Since the copy must match the original, write out each record word for word, skipping only the pictures.

▶ **WORKING DATA**
=-=-=
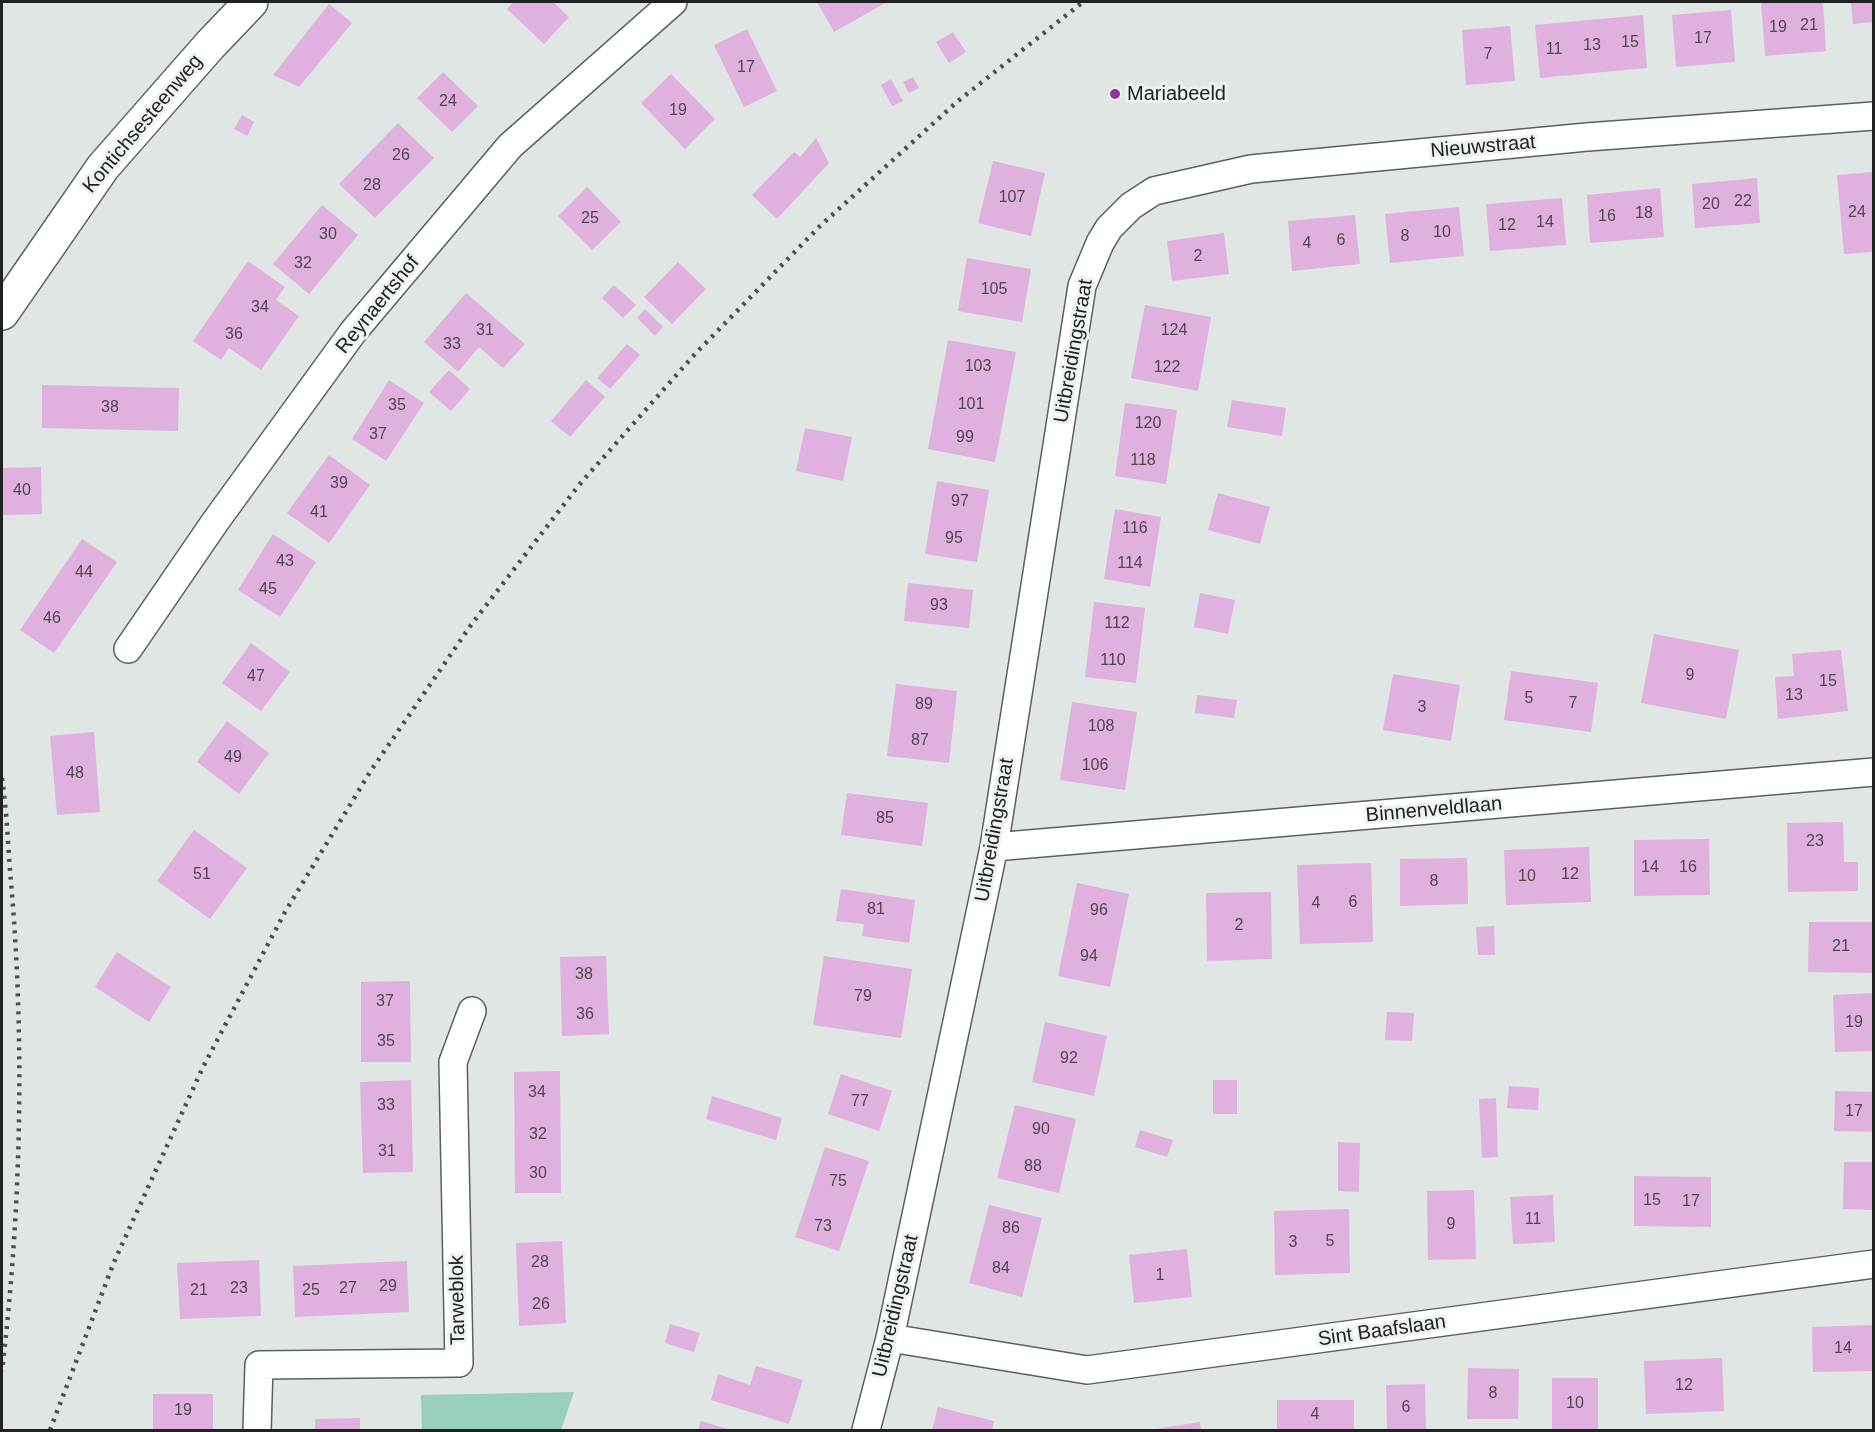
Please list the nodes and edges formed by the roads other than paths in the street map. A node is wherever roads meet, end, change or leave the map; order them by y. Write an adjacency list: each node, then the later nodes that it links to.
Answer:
1 (251, 2): 5 (street, Kontichsesteenweg)
2 (673, 2): 6 (street, Reynaertshof)
3 (1874, 116): 4 (street, Nieuwstraat)
4 (1109, 228): 8 (street, Uitbreidingstraat)
5 (2, 313)
6 (128, 649)
7 (1874, 772): 8 (street, Binnenveldlaan)
8 (994, 847): 11 (street, Uitbreidingstraat)
9 (472, 1011): 12 (street, Tarweblok)
10 (1874, 1264): 11 (street, Sint Baafslaan)
11 (891, 1338): 13 (street, Uitbreidingstraat)
12 (257, 1431)
13 (866, 1431)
=-=-=
▶ **WRITTEN SOLUTION**
Please list the nodes and edges formed by the roads other than paths in the street map. A node is wherever roads meet, end, change or leave the map; order them by y. Write an adjacency list: each node, then the later nodes that it links to.
Answer:
1 (251, 2): 5 (street, Kontichsesteenweg)
2 (673, 2): 6 (street, Reynaertshof)
3 (1874, 116): 4 (street, Nieuwstraat)
4 (1109, 228): 8 (street, Uitbreidingstraat)
5 (2, 313)
6 (128, 649)
7 (1874, 772): 8 (street, Binnenveldlaan)
8 (994, 847): 11 (street, Uitbreidingstraat)
9 (472, 1011): 12 (street, Tarweblok)
10 (1874, 1264): 11 (street, Sint Baafslaan)
11 (891, 1338): 13 (street, Uitbreidingstraat)
12 (257, 1431)
13 (866, 1431)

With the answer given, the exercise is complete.